The new “Brother, Brother, Brother” podcast (@TheBrotherPod) came together when three brothers — one born in the ’60s, one born in the ’70s and one in the ’80s — decided that their six-year text message thread about music was worthy of sharing with the rest of the music-loving world.
The brothers are Wyndham Lewis (@WRHL), Jeremy Sartori and Christian Lewis (@CWCLewis), who live in Los Angeles, Boston and Brooklyn, respectively. Though they grew up in different worlds, their love of music has not only bonded them, but also shaped the adults they became. The brothers join Here & Now‘s Robin Young.
Christian, on what it was like for his older brothers to give him music recommendations
Christian: “Well, I still love ‘The Real Slim Shady.’ So I actually don’t think that I ever got fully past that. But no, actually, I loved it. [Wyndham] sent me sort of a musical care package when I was probably 12 or 13 years old. It included things like Ted Leo and the Pharmacists’ ‘Hearts of Oak,’ and Interpol’s ‘Turn on the Bright Lights’ — which is still one of my favorite albums. I mean I think it really sort of broadened my horizons.”
On how their musical tastes developed
Wyndham: “You know, I was an odd kid and we moved a lot. So music was a real grounding thing. I used to listen to ‘American Top 40,’ Casey Kasem’s program, and actually chart the movement of certain songs up and down the charts like, you know, a baseball fanatic would keep score during a game.”
Jeremy: “I think for me it was about connection so, I’m eight years younger than Wyndham.

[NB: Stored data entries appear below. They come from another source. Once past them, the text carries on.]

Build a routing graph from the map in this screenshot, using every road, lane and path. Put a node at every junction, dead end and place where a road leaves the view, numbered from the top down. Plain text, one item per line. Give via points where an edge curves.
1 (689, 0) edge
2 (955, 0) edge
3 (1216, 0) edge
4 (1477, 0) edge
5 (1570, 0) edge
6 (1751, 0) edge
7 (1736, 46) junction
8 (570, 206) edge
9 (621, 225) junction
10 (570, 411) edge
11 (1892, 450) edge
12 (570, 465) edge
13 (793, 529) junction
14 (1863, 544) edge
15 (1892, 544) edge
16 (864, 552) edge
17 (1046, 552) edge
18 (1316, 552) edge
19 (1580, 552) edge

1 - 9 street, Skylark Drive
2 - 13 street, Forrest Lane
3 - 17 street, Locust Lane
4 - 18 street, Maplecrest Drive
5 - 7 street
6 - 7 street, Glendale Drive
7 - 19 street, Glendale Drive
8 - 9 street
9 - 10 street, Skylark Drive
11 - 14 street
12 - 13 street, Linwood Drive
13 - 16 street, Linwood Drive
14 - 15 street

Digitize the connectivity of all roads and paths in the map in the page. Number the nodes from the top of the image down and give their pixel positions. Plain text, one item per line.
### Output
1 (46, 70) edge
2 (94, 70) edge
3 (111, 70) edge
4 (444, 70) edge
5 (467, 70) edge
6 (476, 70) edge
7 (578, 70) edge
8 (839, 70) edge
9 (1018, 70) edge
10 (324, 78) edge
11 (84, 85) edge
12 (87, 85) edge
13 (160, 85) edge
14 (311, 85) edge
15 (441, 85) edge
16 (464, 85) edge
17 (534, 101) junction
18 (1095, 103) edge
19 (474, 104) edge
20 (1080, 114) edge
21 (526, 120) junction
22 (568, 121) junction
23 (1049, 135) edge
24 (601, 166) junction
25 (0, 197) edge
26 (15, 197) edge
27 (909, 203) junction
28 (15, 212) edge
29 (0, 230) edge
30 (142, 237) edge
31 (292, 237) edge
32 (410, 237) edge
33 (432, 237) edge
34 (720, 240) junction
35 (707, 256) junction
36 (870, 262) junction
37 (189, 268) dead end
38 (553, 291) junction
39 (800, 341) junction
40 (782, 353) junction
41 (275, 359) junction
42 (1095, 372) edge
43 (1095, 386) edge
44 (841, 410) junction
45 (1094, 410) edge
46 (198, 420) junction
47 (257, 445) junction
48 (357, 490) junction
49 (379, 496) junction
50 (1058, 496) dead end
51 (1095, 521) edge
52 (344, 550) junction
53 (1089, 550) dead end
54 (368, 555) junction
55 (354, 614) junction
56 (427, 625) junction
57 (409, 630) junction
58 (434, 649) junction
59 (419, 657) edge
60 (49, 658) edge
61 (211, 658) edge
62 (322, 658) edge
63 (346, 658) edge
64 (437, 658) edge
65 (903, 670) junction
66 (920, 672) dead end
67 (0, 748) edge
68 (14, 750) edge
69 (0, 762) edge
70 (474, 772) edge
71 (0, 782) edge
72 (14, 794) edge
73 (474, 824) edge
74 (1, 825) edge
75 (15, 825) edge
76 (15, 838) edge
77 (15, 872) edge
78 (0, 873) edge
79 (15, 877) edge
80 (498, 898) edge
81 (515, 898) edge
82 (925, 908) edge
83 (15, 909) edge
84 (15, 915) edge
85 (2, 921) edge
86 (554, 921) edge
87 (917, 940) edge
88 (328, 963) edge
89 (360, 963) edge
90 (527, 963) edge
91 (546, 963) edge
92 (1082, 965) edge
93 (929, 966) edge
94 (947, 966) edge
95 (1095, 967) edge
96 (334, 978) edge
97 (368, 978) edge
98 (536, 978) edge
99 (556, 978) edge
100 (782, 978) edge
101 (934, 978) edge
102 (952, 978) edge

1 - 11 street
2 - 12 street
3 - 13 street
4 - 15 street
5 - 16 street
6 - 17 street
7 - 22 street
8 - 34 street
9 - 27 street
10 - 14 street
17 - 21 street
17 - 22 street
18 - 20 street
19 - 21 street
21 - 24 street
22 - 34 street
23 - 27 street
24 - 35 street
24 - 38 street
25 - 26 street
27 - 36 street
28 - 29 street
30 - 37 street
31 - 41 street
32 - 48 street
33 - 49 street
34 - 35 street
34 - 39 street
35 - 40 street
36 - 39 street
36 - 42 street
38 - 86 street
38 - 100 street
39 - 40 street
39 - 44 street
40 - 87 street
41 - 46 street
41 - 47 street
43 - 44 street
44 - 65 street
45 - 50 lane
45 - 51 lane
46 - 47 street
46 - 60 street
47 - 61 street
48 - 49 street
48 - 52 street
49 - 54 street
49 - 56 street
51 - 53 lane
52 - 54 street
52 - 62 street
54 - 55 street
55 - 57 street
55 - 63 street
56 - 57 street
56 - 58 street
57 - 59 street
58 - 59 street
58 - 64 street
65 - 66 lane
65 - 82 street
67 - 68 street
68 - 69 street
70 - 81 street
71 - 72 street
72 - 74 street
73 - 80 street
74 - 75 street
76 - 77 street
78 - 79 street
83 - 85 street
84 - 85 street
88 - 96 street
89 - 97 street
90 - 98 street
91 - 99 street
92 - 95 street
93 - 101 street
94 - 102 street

And then we also have an older sister. We all lived in the same household, but I was kind of the son of the remarried parents, so I had to find ways to connect, and one of those ways was music. I vividly remember having a Fisher-Price plastic record player, and Wyndham and our sister Sarah getting me 45s. So my first 45s were, you know, ‘Start Me Up’ by The Rolling Stones, ‘Shake It Up’ by The Cars… I genuinely liked the music, but I also think the sort of bond that it gave with my older brother was another part that initially pushed me into that…”
On how they help introduce each other to new music
Wyndham: “It’s fun. I mean this is, I never anticipated… I certainly didn’t do this purposefully. But it’s nice to reap the rewards of having younger brothers that have their ear to the ground when it comes to new things, because part of the thing we talk about on our podcast is that, I feel a little overwhelmed by unlimited choice. And so it’s nice to have someone like Christian or Jeremy helping with the curatorial part of finding new music.”
On how their musical tastes differ
Christian: “I mean I think, you know partly growing up in D.C., which neither of the other guys did, I definitely trended toward some of the harder punk and noisier rock when I was a kid, and I think that that thread sort of continues in my musical taste now. So there are times when I’ll be talking to Jeremy and sharing with him some of, whether it’s Girl Band or USA Nails — who we actually just interviewed — and I think it sort of fits really well sort of within my taste in wheelhouse, but by contrast I think Jeremy sort of trends towards singer-songwriters a little bit more than I do.”
“I gotta say I mean I grew up with a family that has I think a really pretty eclectic music taste. I think that was a pretty good starting point. And it only sort of grew out from there.”
On how music has helped develop their relationship
Jeremy: “We’ve become brothers through music. I mean the first time we met was in Chicago at a Pitchfork Music Fest in 2006… And so that sort of kicked things off, and then from that, I sort of join this text chain that Wyndham and Christian had been having. We talked about the podcast, I think starting three or four years ago, and finally got our act together and got it off the ground.”
Wyndham: “I think that’s one of the storylines that I think is really interesting about this podcast is that, essentially, Jeremy and Christian are getting to know each other on the air.”